Paradoxically, it seems that television united Italians linguistically more than schools and teaching could. Hundreds of years of division into regions and small kingdoms with strong local traditions meant that there were—still are—many local dialects and even a series of regular languages, in addition to the Italian language. Only in the ‘50s, with the breakthrough of television, was today’s Italian language becoming the common national language. Television had a strong role in shaping Italian daily life then.
Another trend was that Italians began to move around the country and discover new opportunities, helped by legendary industrial products such as the Vespa scooter and the tiny FIAT 500 car, which was rapidly replacing the motorized bicycles and small motorcycles immediately after WWII. In film and television footage of that era one can see how the queues at toll stations during vacations consisted almost entirely of Fiat 500s. Even Rossi’s parents had one, a model popularly called the Topolino or Little Mouse, which FIAT had produced in the mid and late 1930s in an earlier design. “I still remember when I was five and my father bought two small pastries at the bakery and I put them on the armrest of the Topolino,” Rossi told me, when I once asked him about his background and upbringing.
But what many may associate most with Italy in the ‘50s and ‘60s was La Dolce Vita—the relaxed, dissolute lifestyle that attracted movie stars and the jet set from around the world—a lifestyle named after Federico Fellini’s classic movie from 1960 with Marcello Mastroianni and the Swedish actress Anita Ekberg in the lead roles. Andrea Rossi was too young to see the movie when first released but as a child he watched RAI’s success show Carosello, which premiered when he was seven. “It consisted of four or five short movies lasting two or three minutes each, well made and fun. Kids habitually watched Carosello and then went to bed. This was also true for me.” Carosello was not a children’s show but, for those days, a cunning format with advertisements for various products. The short pieces—usually cartoons or jokes—were created for companies. All ended with a promotional message addressed to the parents.
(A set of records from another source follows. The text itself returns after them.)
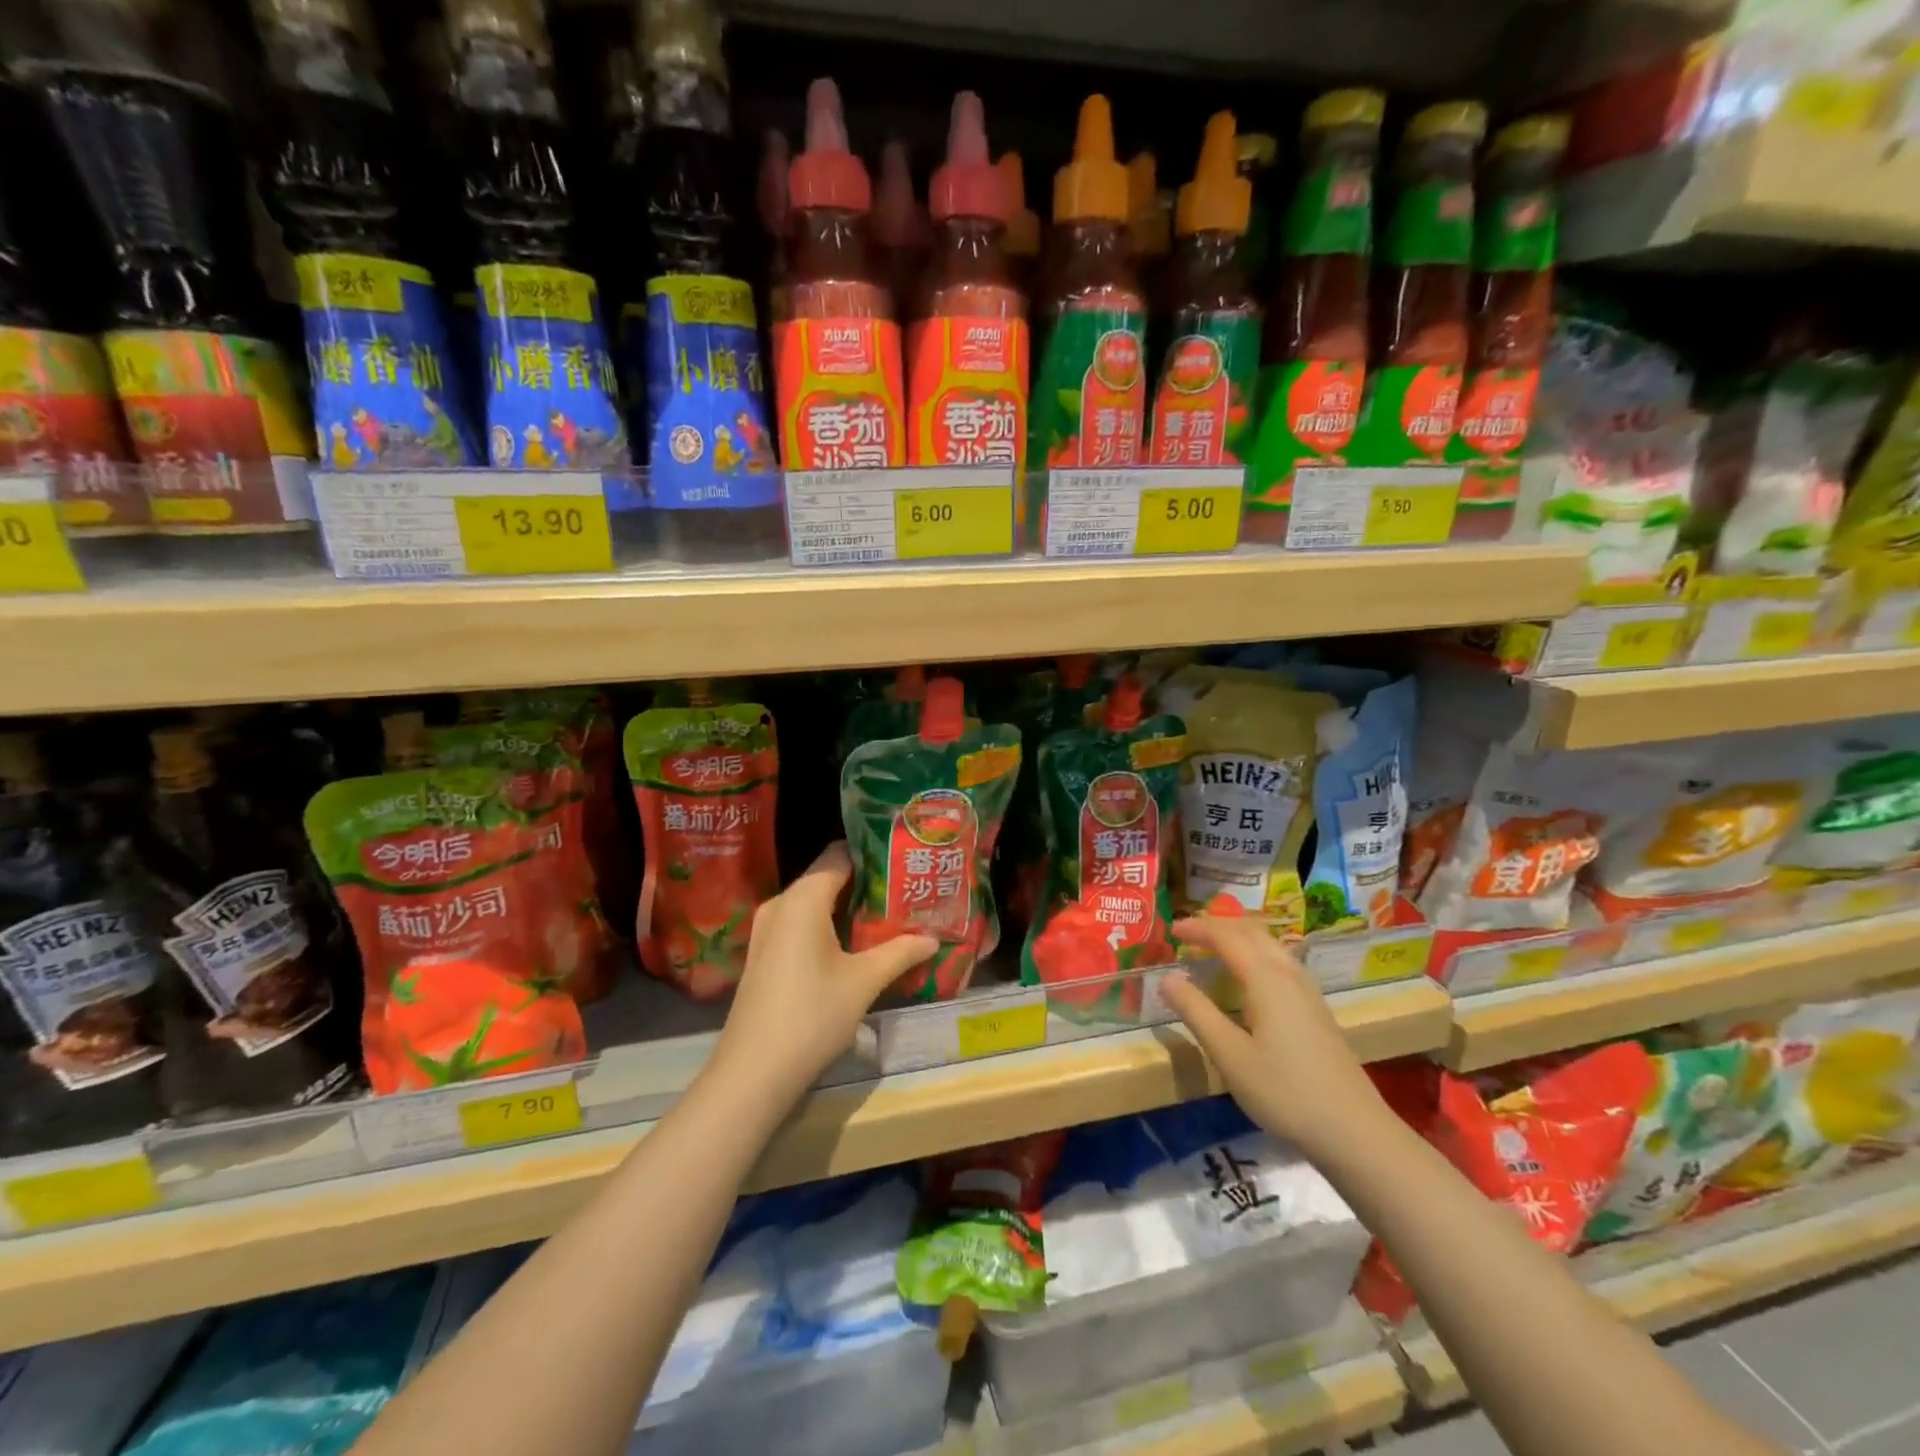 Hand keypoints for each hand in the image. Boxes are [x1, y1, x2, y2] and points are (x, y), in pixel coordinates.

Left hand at [708, 842, 936, 1105]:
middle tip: (905, 890)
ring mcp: (767, 930)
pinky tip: (855, 945)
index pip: (840, 855)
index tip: (904, 861)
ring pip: (814, 903)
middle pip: (827, 876)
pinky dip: (828, 925)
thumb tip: (933, 938)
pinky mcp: (764, 954)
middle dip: (866, 882)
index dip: (873, 854)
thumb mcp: (864, 982)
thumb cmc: (812, 1015)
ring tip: (888, 915)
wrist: (753, 1072)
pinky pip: (801, 924)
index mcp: (803, 898)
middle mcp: (781, 904)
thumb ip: (900, 952)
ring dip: (848, 907)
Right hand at [1158, 914, 1391, 1157]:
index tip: (1171, 930)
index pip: (1227, 937)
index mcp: (1266, 979)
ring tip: (1214, 947)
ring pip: (1270, 945)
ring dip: (1239, 936)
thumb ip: (1196, 1012)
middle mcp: (1289, 975)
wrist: (1354, 1131)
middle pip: (1253, 932)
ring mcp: (1308, 992)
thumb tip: (1166, 978)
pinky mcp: (1316, 1010)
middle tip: (1189, 933)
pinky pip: (1280, 962)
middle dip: (1219, 924)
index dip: (1198, 928)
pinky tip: (1248, 977)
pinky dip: (1255, 953)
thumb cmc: (1285, 1091)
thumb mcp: (1229, 1055) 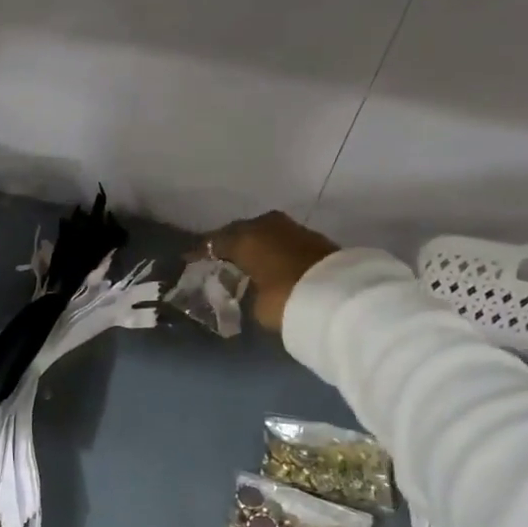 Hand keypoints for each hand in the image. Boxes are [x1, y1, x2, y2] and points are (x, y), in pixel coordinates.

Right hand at [205, 212, 339, 331]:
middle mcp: (265, 225)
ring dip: (253, 246)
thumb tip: (242, 290)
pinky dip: (271, 250)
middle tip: (216, 260)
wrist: (339, 295)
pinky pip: (281, 241)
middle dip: (228, 245)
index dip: (200, 253)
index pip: (214, 242)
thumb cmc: (284, 297)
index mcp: (244, 237)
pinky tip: (266, 263)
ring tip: (242, 262)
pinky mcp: (313, 239)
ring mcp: (292, 228)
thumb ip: (243, 290)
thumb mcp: (253, 302)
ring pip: (263, 234)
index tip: (188, 261)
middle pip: (240, 232) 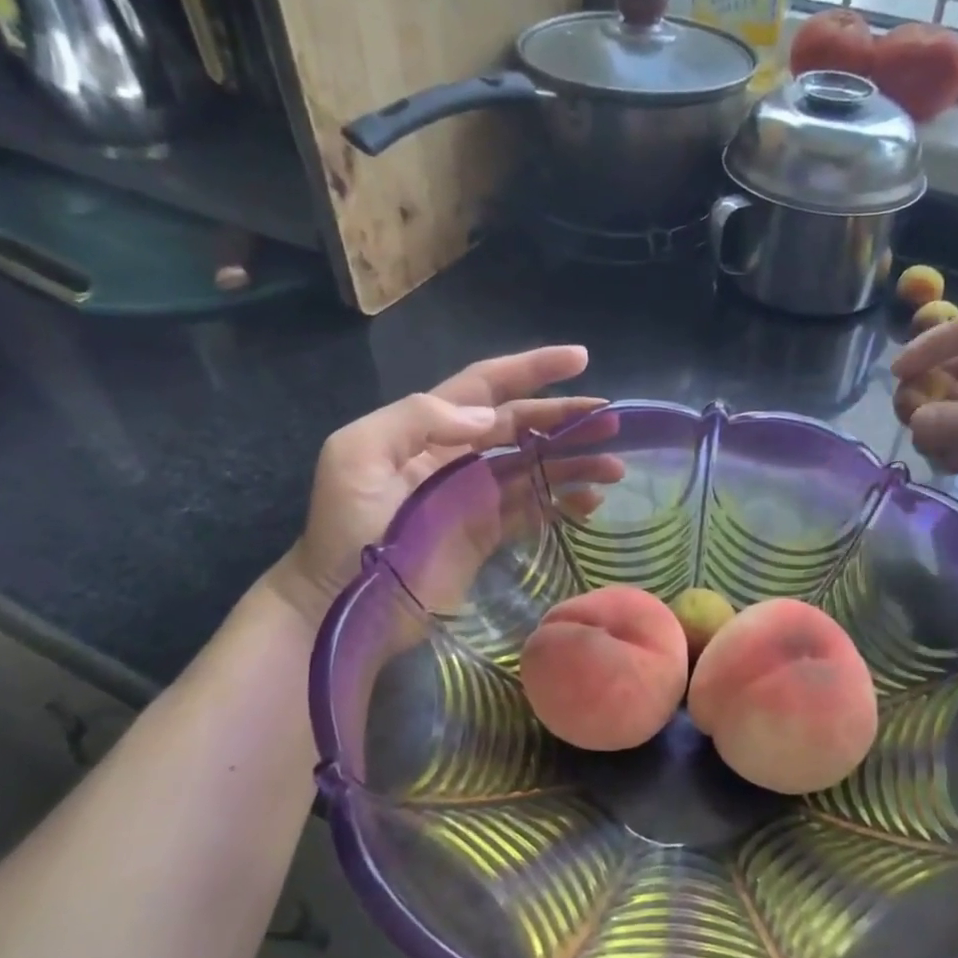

Best known of the characters was perhaps the little black chicken Calimero, with half an eggshell on his head, involved in various adventures, who complained that no one wanted to play with him because he was black. Each episode ended with the mother in the house saying, “But Calimero, you’re not black, you’re just dirty!” Then she washed him clean and bright in a large wooden tub with water and a detergent named Ava. “Ava come lava” (“Ava washes so well!”), Calimero then exclaimed.
Another character Rossi remembered was the Indian Unca Dunca who in some unclear way made advertisements for boilers. “It was a boon for the industry—the audience was huge, with only one TV channel. And since little advertising was shown, a company immediately became famous if it participated in the Carosello. In fact there was a waiting list. Not everyone could make it to the Carosello.”
Another TV program Rossi followed was the American series about the historic German Shepherd dog Rin Tin Tin, which became successful in Italy in the late ‘50s. But what seems to have characterized Rossi’s upbringing most was something else entirely.
“I was born with a severe form of asthma. The doctors said they did not know if I would survive. For years I suffered fr om allergic asthma. I was allergic to all sorts of things—eggs, fish, citrus fruits, chocolate and all kinds of herbs and plants. They caused both allergic reactions and asthma attacks and for my first ten years I lived as in a glass house. I had to be kept virtually vacuum packed and of course I was never well. When I was playing with other children I was always fragile and I suffered from a complex about all this.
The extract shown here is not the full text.